September 24, 2013

365...Part II

365 days. All I can think about is my father's death. He died just more than a year ago. And what a year it has been. I'm not missing him any more than I normally do nor I am I feeling overly sentimental. But something has been quite wrong. I've felt tightly wound, desperately running away from an overall feeling of....'yuck.' A feeling so odd, so foreign and disturbing I type and delete the words I long to use to describe it. All I can say is yuck. Discomfort. Death is yucky. It's final. It's disturbing. My father appeared uncomfortable during his last days. His body labored. It was horrible to witness. That's where my mind keeps leading me...

A year ago, after my Dad passed away, I was able to grieve and miss him and smile for him and cry for him. I wrote a eulogy that poured from my heart to the paper. I shared my love, my funny and my memories of my father with the wonderful, generous and loving friends and family that came to his funeral. I was in a spiritual place that kept me calm, grateful and present. This allowed me a quiet, cleansing, authentic grieving period. I felt the loss deeply, it sluiced through me and I felt closer to my dad during those first months after his death than I had previously during  his illness when he was alive.  I felt as if I could feel him with me, see him clearly smiling and laughing and driving me crazy with his obnoxious antics. I breathed him in.

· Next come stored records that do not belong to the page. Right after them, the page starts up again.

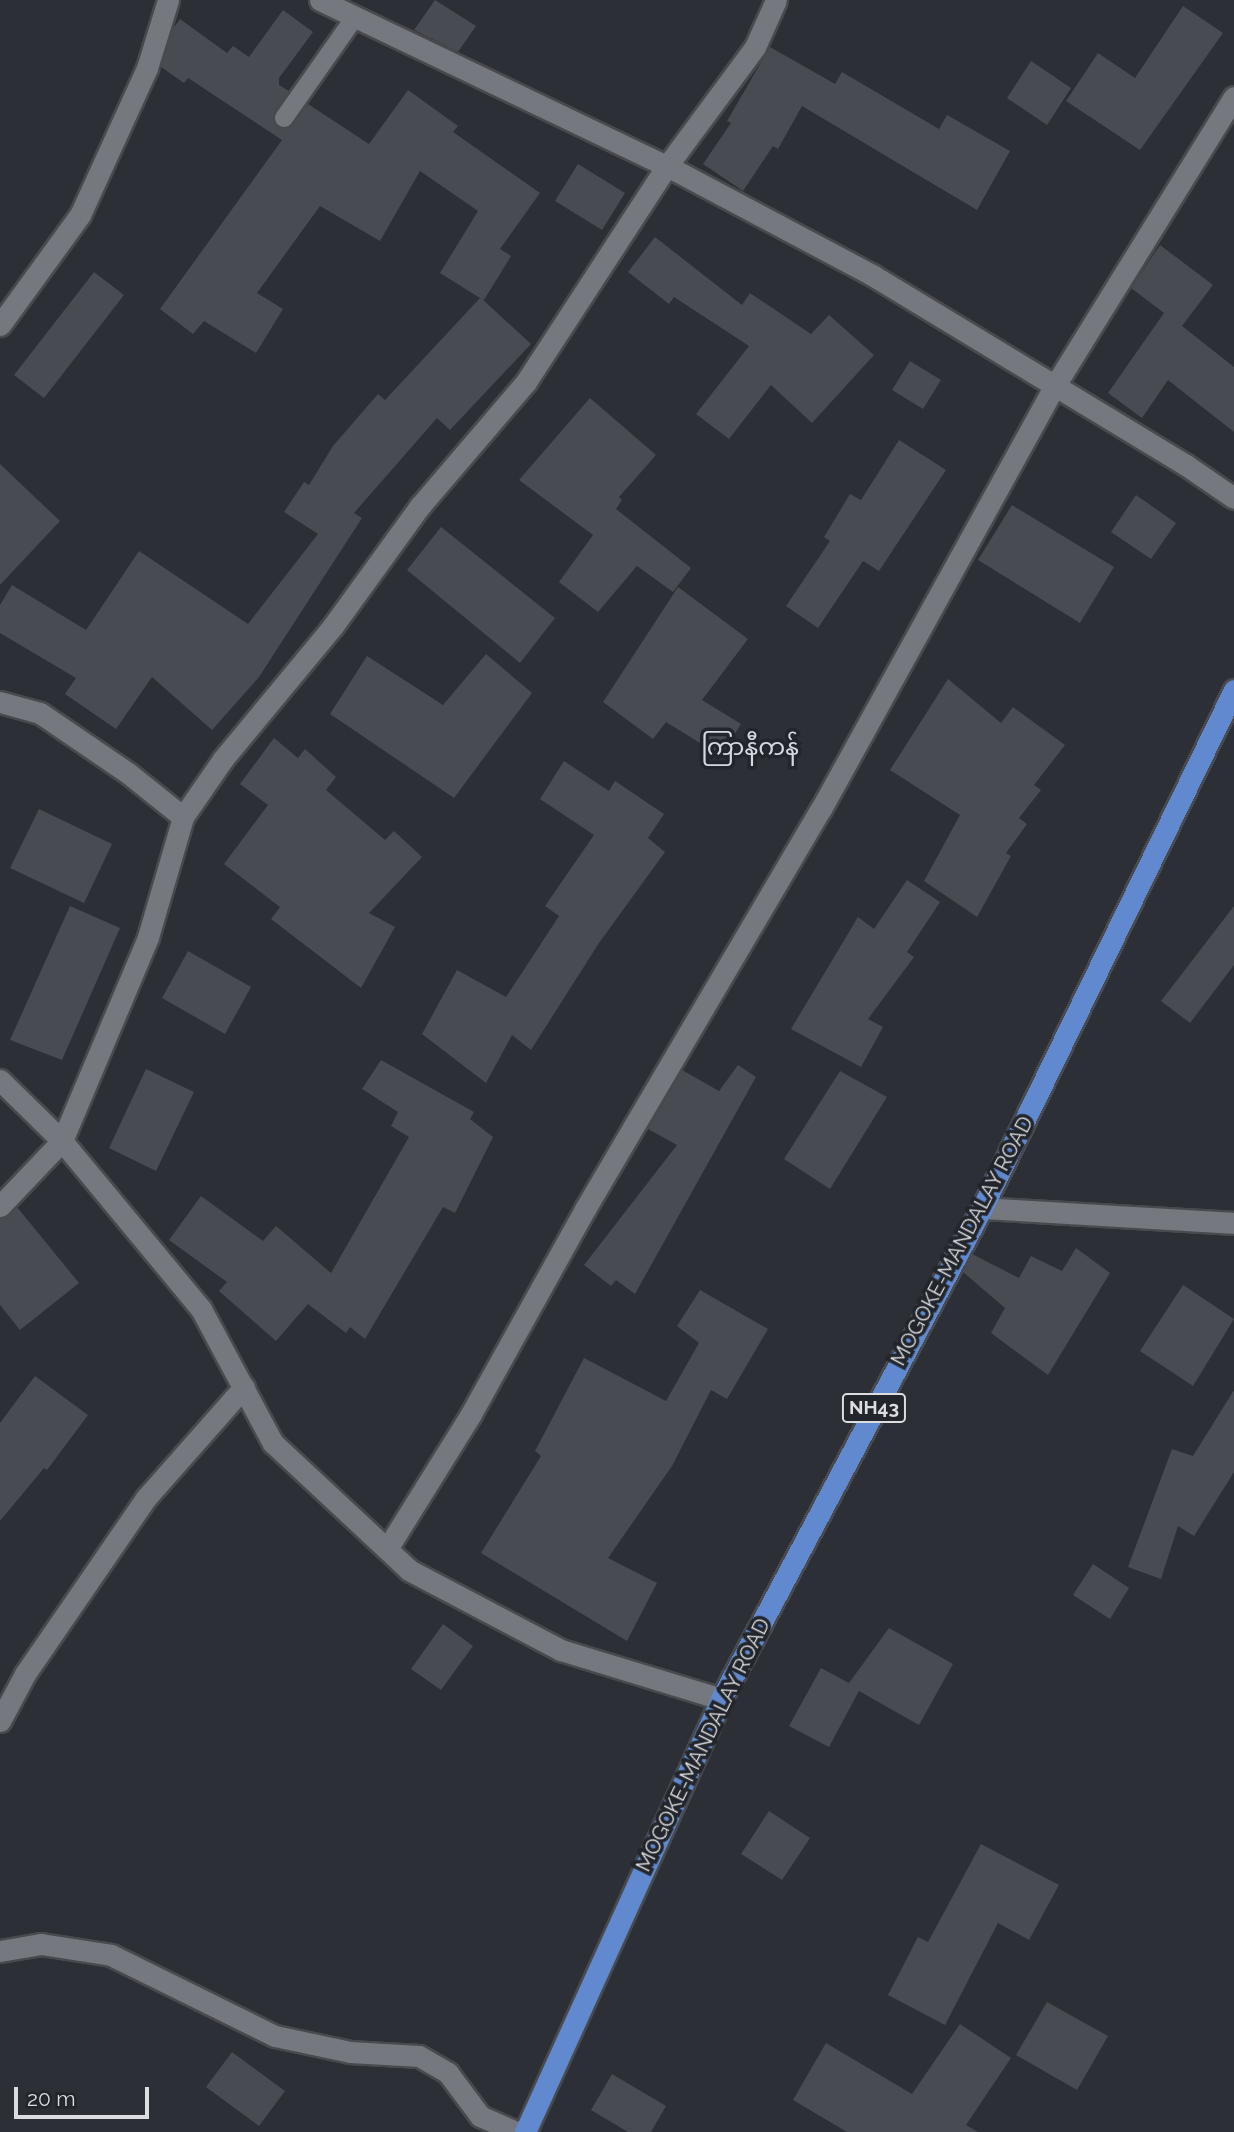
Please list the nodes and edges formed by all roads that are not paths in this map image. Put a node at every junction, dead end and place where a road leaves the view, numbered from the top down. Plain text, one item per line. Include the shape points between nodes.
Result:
1 (168, 0) edge
2 (320, 0) edge
3 (775, 0) edge
4 (355, 18) junction
5 (1234, 97) edge
6 (284, 118) dead end
7 (667, 166) junction
8 (0, 325) edge
9 (1054, 387) junction
10 (1234, 498) edge
11 (1234, 690) edge
12 (0, 702) edge
13 (183, 817) junction
14 (0, 1080) edge
15 (62, 1141) junction
16 (0, 1206) edge
17 (982, 1208) junction
18 (1234, 1223) edge
19 (244, 1387) junction
20 (387, 1549) junction
21 (721, 1699) junction
22 (0, 1721) edge
23 (0, 1951) edge
24 (516, 2132) edge
25 (525, 2132) edge

1 - 8 street via 147,68 80,215
2 - 4 street
3 - 7 street via 754,47
4 - 6 lane
4 - 7 street
5 - 9 street
7 - 9 street via 872,275
7 - 13 street via 526,382 420,506 334,625 223,759
9 - 10 street via 1186,464
9 - 20 street via 821,809 584,1209 471,1414
11 - 17 highway, MOGOKE-MANDALAY ROAD / NH43
12 - 13 street via 40,713
13 - 15 street via 148,937
14 - 15 street
15 - 16 street
15 - 19 street via 201,1309
17 - 18 street
17 - 21 highway, MOGOKE-MANDALAY ROAD / NH43
19 - 20 street via 274,1443
19 - 22 street via 146,1498 25,1674
20 - 21 street via 408,1570 562,1650
21 - 25 highway, MOGOKE-MANDALAY ROAD / NH43
23 - 24 street via 41,1944 111,1955 275,2036 350,2052 419,2056 448,2073 480,2116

365 days later. I have grown distant from authenticity, from presence, from calm. I lost my balance. My life rolled out of control collecting stress after stress. My husband's business had set backs, which caused our family some setbacks. My mother moved in with us and not long after her move in, she was diagnosed with lung cancer. My zen like spirituality wasn't strong enough to hold up to the new shit storm brewing around me. As I wrote this post, a few edits from publishing it, I stumbled upon this quote:



"There is a myth, sometimes widespread, that a person need only do inner work...that a man is entirely responsible for his own problems; and that to cure himself, he need only change himself...The fact is, a person is so formed by his surroundings, that his state of harmony depends entirely on his harmony with his surroundings."   ~ Christopher Alexander, The Timeless Way of Building

Oh the inner work! The reading! The thought process! The discussions! The meditations! I did it all. Love it all. I do it daily.  When I was in a better place, I prayed every day, exercised every day, read every day, meditated every day and focused on ways to improve my relationships around me. My daily goal was to live in a state of gratitude and wonder, even on the most challenging of days.  Most days I achieved my goal, some days I did not.

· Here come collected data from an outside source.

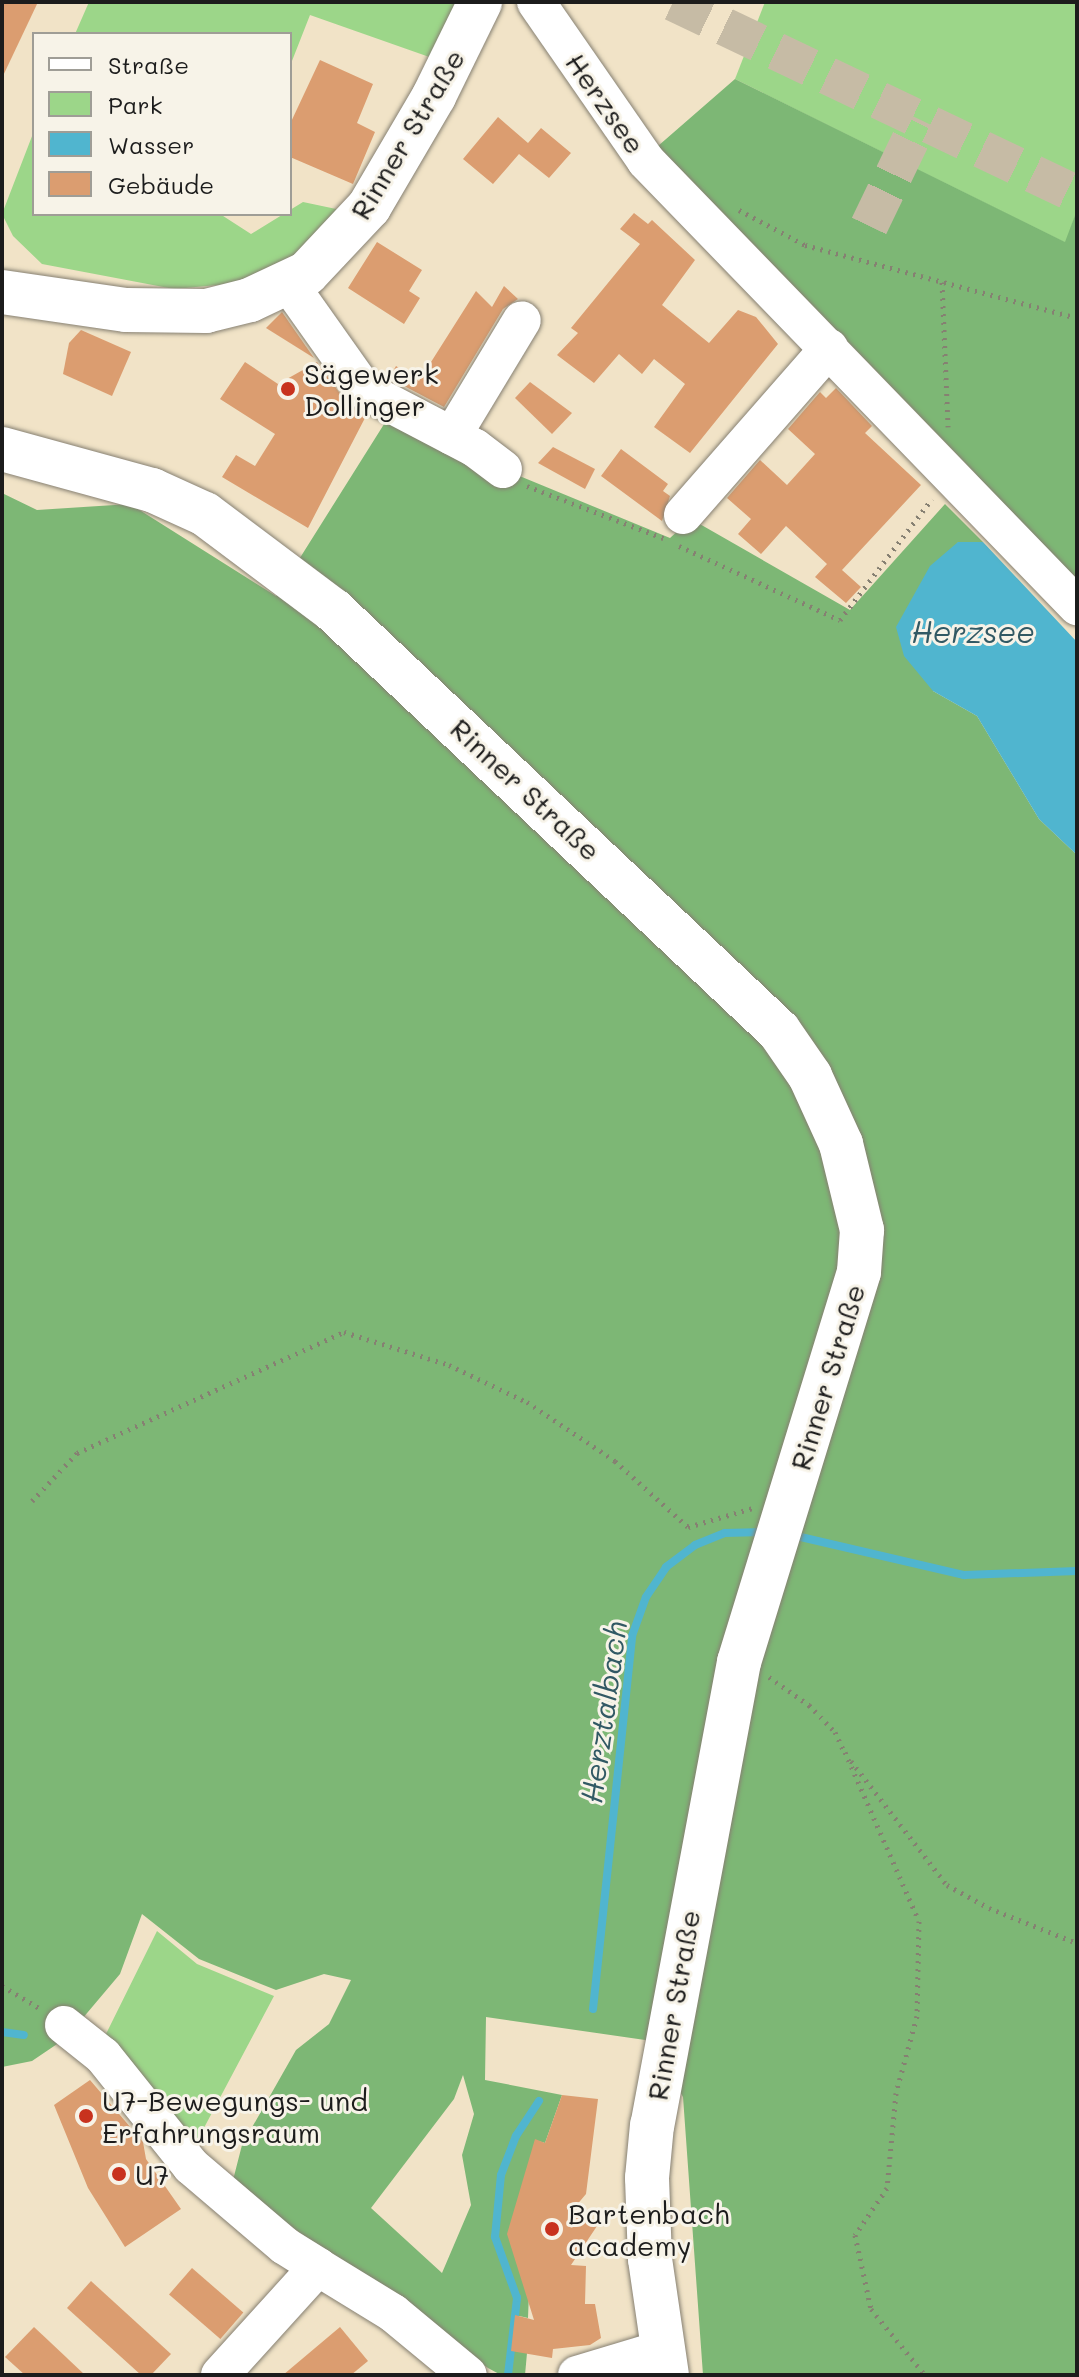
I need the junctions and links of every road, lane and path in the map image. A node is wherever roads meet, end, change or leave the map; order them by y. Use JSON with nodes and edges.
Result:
{"nodes":[{"id":1,"x":480,"y":2,"type":"edge"},
{"id":2,"x":536,"y":2,"type":"edge"},
{"id":3,"x":725,"y":203,"type":"dead end"},
{"id":4,"x":942,"y":282,"type":"junction"},
{"id":5,"x":289,"y":284,"type":"junction"},
{"id":6,"x":2,"y":292,"type":"edge"},
{"id":7,"x":1077,"y":318,"type":"edge"},
{"id":8,"x":522,"y":320,"type":"dead end"},
{"id":9,"x":829,"y":348,"type":"junction"},
{"id":10,"x":452,"y":436,"type":"junction"},
{"id":11,"x":2,"y":449,"type":"edge"},
{"id":12,"x":503,"y":469,"type":"joint"},
{"id":13,"x":951,"y":473,"type":"junction"},
{"id":14,"x":683,"y":515,"type":"dead end"},
{"id":15,"x":1077,"y":606,"type":"edge"},
{"id":16,"x":32,"y":1501,"type":"dead end"},
{"id":17,"x":781,"y":1521,"type":"junction"},
{"id":18,"x":739,"y":1662,"type":"junction"},
{"id":19,"x":845,"y":1752,"type":"junction"},
{"id":20,"x":1077,"y":1943,"type":"edge"},
{"id":21,"x":2,"y":1986,"type":"edge"},
{"id":22,"x":64,"y":2025,"type":"joint"},
{"id":23,"x":318,"y":2267,"type":"junction"},
{"id":24,"x":663,"y":2363,"type":"edge"},
{"id":25,"x":220,"y":2375,"type":"edge"},
{"id":26,"x":468,"y":2375,"type":"edge"},
{"id":27,"x":577,"y":2375,"type":"edge"},
{"id":28,"x":925,"y":2375,"type":"edge"}],
"edges":[{"from":1,"to":5,"type":"main road","name":"Rinner Straße"},
{"from":2,"to":9,"type":"street","name":"Herzsee"},
{"from":3,"to":4,"type":"path"},
{"from":4,"to":7,"type":"path"},
{"from":4,"to":13,"type":"path"},
{"from":5,"to":6,"type":"main road","name":"Rinner Straße"},
{"from":5,"to":10,"type":"street"},
{"from":8,"to":10,"type":"street"},
{"from":9,"to":13,"type":"street","name":"Herzsee"},
{"from":9,"to":14,"type":"street"},
{"from":10,"to":12,"type":"street"},
{"from":11,"to":17,"type":"main road","name":"Rinner Straße"},
{"from":12,"to":13,"type":"path"},
{"from":13,"to":15,"type":"street","name":"Herzsee"},
{"from":16,"to":17,"type":"path"},
{"from":17,"to":18,"type":"main road","name":"Rinner Straße"},
{"from":18,"to":19,"type":"path"},
{"from":18,"to":24,"type":"main road","name":"Rinner Straße"},
{"from":19,"to":20,"type":"path"},
{"from":19,"to":28,"type":"path"},
{"from":21,"to":22,"type":"path"},
{"from":22,"to":23,"type":"street"},
{"from":23,"to":25,"type":"street"},
{"from":23,"to":26,"type":"street"},
{"from":24,"to":27,"type":"street"}]}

365 days later. I'm looking back. I slowly stopped my consistency. Once again, some days were better than others, but many days were not. I stopped my meditation many days. Stopped my daily rituals, stopped living intentionally. And it was UNINTENTIONAL to stop my intentional living.  It's so easy to fall into old patterns when life's circumstances take you down. I focused on making lunches, answering  phone calls, doing the very best I could every day, but forgetting my intention. Exercise happened, but not with 100% focus. Meditation happened, but the distractions were high. Everything started to tilt sideways. Little by little. The scale tipped in favor of my ego, my racing mind, my anxious place.
striving for the balance...

I started losing my way due to my surroundings.  I was tired. The degenerative disc in my neck flared up. I lost a lot of strength and flexibility. My anxious way of thinking decided to make a huge comeback and wouldn't you know my relationships got knocked around too. I got angry. I got frustrated. I got really fucking tired.

365 days later and all I can think of is my father's labored breathing, his suffering and the permanence of death. It just fucking sucks. Where has my peace gone?

I long for the moments last year when I was alive enough to see death as a another chapter, a continuation of our expansion to another realm. An opportunity for growth. An opportunity to realize that our loved ones are never ever gone. They are not gone. We just can't communicate with them via the same channels we are used to. We need quiet calm minds to hear them and to feel them. This is such a preferred way of being. I'm not saying we aren't sad that we can't feel their human touch or hear their distinctive voice. Of course we are sad, but when we are clear, when we are living presently and authentically, we can feel them. We accept and live on and live well.

I think it is the awareness of the yuck, the finality and measure of time that has brought me back to myself. 365 days to reflect, to see, to feel, to notice. I handled some days with grace. I lived some days with mindfulness. Had I not been on a great path 365 days ago, I would have been much more graceless, much more...mindless. And there's the gratitude. I can't and won't beat myself up for the days that flew by when I ignored my self and got brain-cluttered.  I won't linger in the yuck any longer. I'm working through it one moment at a time. It's interesting how the yuck builds up in your heart, like plaque on your teeth. If you don't floss, if you forget to brush after a late night out or just swipe that toothbrush instead of properly cleaning those pearly whites - that 365 day check up is gonna be painful. A little bleeding, a little dental scolding, a promise to do better next check up.

I promise to strive for the balance. I'm spending intentional time doing what I know propels me forward. Intention. Balance. Presence. Awareness. Despite the yuck. Because of it.